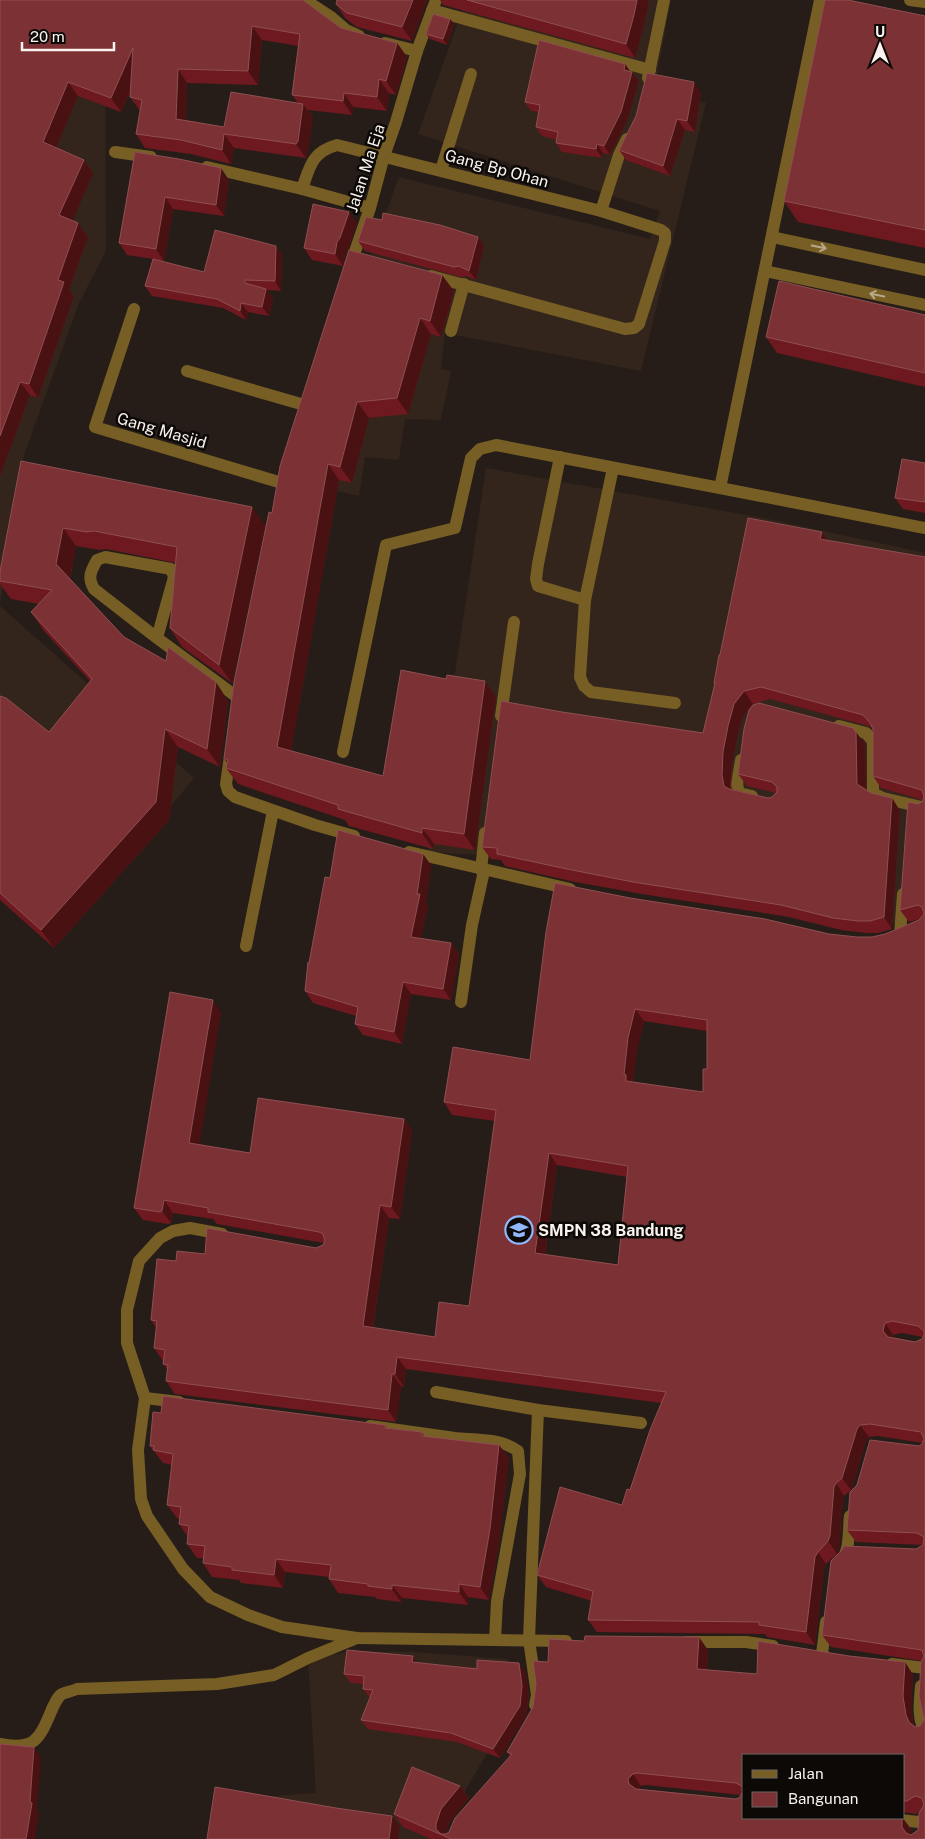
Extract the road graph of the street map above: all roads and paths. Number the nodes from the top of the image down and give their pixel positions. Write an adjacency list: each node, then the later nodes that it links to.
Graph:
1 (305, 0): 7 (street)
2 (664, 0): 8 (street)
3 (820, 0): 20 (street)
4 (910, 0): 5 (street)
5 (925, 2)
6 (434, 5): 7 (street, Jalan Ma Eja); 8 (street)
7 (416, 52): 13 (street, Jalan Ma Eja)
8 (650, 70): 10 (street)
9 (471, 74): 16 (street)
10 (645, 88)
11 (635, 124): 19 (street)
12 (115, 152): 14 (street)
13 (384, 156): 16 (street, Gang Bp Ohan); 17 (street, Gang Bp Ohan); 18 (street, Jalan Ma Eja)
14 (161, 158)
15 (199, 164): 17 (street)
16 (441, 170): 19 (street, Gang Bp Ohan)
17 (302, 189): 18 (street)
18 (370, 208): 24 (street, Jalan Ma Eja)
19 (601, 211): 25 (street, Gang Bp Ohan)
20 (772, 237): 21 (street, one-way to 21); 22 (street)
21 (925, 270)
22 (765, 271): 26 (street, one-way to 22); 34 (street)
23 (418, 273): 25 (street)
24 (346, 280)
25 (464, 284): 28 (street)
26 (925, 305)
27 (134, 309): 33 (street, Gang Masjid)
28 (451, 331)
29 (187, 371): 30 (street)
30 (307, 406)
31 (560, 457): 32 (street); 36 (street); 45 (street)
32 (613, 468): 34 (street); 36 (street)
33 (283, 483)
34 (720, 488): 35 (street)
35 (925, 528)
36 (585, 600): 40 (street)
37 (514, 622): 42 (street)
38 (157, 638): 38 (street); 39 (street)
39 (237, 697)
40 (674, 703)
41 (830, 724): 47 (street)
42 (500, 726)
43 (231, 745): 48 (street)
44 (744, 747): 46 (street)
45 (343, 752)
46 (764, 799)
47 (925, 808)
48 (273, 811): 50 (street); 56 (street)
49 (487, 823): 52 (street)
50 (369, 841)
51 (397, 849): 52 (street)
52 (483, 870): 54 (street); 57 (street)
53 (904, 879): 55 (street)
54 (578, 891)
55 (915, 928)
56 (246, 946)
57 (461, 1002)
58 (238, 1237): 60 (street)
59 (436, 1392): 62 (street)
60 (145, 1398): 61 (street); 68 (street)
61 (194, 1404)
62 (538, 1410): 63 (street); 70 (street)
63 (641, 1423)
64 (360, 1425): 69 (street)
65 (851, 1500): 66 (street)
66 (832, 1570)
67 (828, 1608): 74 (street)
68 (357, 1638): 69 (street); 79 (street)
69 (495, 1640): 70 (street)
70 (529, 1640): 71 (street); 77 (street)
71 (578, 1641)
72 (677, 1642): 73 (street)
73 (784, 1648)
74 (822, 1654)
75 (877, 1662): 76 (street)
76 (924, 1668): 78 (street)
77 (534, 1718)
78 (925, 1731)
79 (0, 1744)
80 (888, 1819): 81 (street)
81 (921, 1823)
-=-=-=-=-
(WORK REQUIRED):
Word for word, restate all of the data, but do not copy the pictures.

(FINISHED TASK):
Extract the road graph of the street map above: all roads and paths. Number the nodes from the top of the image down and give their pixel positions. Write an adjacency list: each node, then the later nodes that it links to.
Graph:
1 (305, 0): 7 (street)
2 (664, 0): 8 (street)
3 (820, 0): 20 (street)
4 (910, 0): 5 (street)
5 (925, 2)
6 (434, 5): 7 (street, Jalan Ma Eja); 8 (street)
7 (416, 52): 13 (street, Jalan Ma Eja)
8 (650, 70): 10 (street)
9 (471, 74): 16 (street)
10 (645, 88)
11 (635, 124): 19 (street)
12 (115, 152): 14 (street)
13 (384, 156): 16 (street, Gang Bp Ohan); 17 (street, Gang Bp Ohan); 18 (street, Jalan Ma Eja)
14 (161, 158)
15 (199, 164): 17 (street)
16 (441, 170): 19 (street, Gang Bp Ohan)
17 (302, 189): 18 (street)
18 (370, 208): 24 (street, Jalan Ma Eja)
19 (601, 211): 25 (street, Gang Bp Ohan)
20 (772, 237): 21 (street, one-way to 21); 22 (street)
21 (925, 270)
22 (765, 271): 26 (street, one-way to 22); 34 (street)
23 (418, 273): 25 (street)
24 (346, 280)
25 (464, 284): 28 (street)
26 (925, 305)
27 (134, 309): 33 (street, Gang Masjid)
28 (451, 331)
29 (187, 371): 30 (street)
30 (307, 406)
31 (560, 457): 32 (street); 36 (street); 45 (street)
32 (613, 468): 34 (street); 36 (street)
33 (283, 483)
34 (720, 488): 35 (street)
35 (925, 528)
36 (585, 600): 40 (street)
37 (514, 622): 42 (street)
38 (157, 638): 38 (street); 39 (street)
39 (237, 697)
40 (674, 703)
41 (830, 724): 47 (street)
42 (500, 726)
43 (231, 745): 48 (street)
44 (744, 747): 46 (street)
45 (343, 752)
46 (764, 799)
47 (925, 808)
48 (273, 811): 50 (street); 56 (street)
49 (487, 823): 52 (street)
50 (369, 841)
51 (397, 849): 52 (street)
52 (483, 870): 54 (street); 57 (street)
53 (904, 879): 55 (street)
54 (578, 891)
55 (915, 928)
56 (246, 946)
57 (461, 1002)
58 (238, 1237): 60 (street)
59 (436, 1392): 62 (street)
60 (145, 1398): 61 (street); 68 (street)
61 (194, 1404)
62 (538, 1410): 63 (street); 70 (street)
63 (641, 1423)
64 (360, 1425): 69 (street)
65 (851, 1500): 66 (street)
66 (832, 1570)
67 (828, 1608): 74 (street)
68 (357, 1638): 69 (street); 79 (street)
69 (495, 1640): 70 (street)
70 (529, 1640): 71 (street); 77 (street)
71 (578, 1641)
72 (677, 1642): 73 (street)
73 (784, 1648)
74 (822, 1654)
75 (877, 1662): 76 (street)
76 (924, 1668): 78 (street)
77 (534, 1718)
78 (925, 1731)
79 (0, 1744)
80 (888, 1819): 81 (street)
81 (921, 1823)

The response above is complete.